I am interested in how social theory helps to understand the properties of advanced geovisual and geospatial technologies.  This research overlaps geography, planning, decision science and geoinformatics. Structured Public Involvement, or SPI, seeks to improve public satisfaction with planning and design of transportation related infrastructure by fitting appropriate technologies to the social context.This research has been funded by the National Academies and a range of state and local agencies.
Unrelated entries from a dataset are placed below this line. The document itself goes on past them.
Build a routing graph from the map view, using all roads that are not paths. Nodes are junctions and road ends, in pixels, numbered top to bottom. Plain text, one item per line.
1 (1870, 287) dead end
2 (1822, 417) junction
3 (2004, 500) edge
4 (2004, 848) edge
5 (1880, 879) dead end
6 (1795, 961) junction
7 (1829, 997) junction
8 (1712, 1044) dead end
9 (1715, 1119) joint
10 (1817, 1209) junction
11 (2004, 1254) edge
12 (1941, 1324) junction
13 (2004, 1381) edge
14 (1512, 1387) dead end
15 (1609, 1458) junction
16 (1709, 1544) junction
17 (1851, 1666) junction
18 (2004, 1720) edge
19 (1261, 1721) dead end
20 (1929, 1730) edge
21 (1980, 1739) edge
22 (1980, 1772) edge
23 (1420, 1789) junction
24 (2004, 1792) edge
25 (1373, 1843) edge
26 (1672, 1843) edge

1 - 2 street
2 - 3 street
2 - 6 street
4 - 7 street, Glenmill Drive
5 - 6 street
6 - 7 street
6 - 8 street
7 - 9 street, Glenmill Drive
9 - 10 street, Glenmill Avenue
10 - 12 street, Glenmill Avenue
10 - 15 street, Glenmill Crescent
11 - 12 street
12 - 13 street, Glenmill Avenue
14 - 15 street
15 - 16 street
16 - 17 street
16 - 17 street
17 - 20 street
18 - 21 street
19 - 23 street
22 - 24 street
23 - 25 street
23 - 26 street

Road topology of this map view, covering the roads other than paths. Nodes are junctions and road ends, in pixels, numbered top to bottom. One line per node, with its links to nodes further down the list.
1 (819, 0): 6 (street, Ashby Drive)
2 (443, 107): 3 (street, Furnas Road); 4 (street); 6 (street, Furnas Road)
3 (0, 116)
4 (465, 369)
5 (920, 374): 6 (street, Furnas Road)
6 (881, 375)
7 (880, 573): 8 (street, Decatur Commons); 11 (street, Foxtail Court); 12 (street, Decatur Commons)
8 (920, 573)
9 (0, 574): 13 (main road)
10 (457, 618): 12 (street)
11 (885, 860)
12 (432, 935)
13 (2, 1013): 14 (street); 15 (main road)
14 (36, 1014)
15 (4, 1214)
Within the SPI framework I have developed and implemented a range of geospatial and geovisual methodologies such as the Analytic Minimum Impedance Surface (AMIS) and Casewise Visual Evaluation (CAVE). Using a modified Analytic Hierarchy Process, AMIS permits evaluation of non-commensurable physical, environmental and social factors and allows these to be integrated into a GIS-based decision landscape for comparison of corridors or line routings across a specific area. AMIS has been applied to highway location problems in the southeastern U.S. and is now being tested for improving stakeholder involvement in electric transmission line placement.

Casewise Visual Evaluation (CAVE) uses a fuzzy logic-based inference engine to decompose visual preferences for complete designs into preferences for individual elements.  CAVE helps designers, planners and architects narrow what can be a vast range of public preferences for design options down to specfic sets of elemental combinations that are likely to be preferred. This methodology has been applied to highway design in a rural area in  Kentucky's Bluegrass region and to a block-scale transit-oriented development in Louisville, KY. It is now being tested with multidimensional audio and visual preference data for highway noise wall designs.

The SPI agenda seeks to mobilize theory to improve the performance of the geospatial and geovisual methods in real situations. Therefore implementing SPI requires close collaboration with public- and private-sector professionals including State and Federal transportation and land-management officials, judicial representatives, transit agencies, public interest groups including residents and community associations. Also see the recent TRIF/Prop.301 IS/IT Symposium information.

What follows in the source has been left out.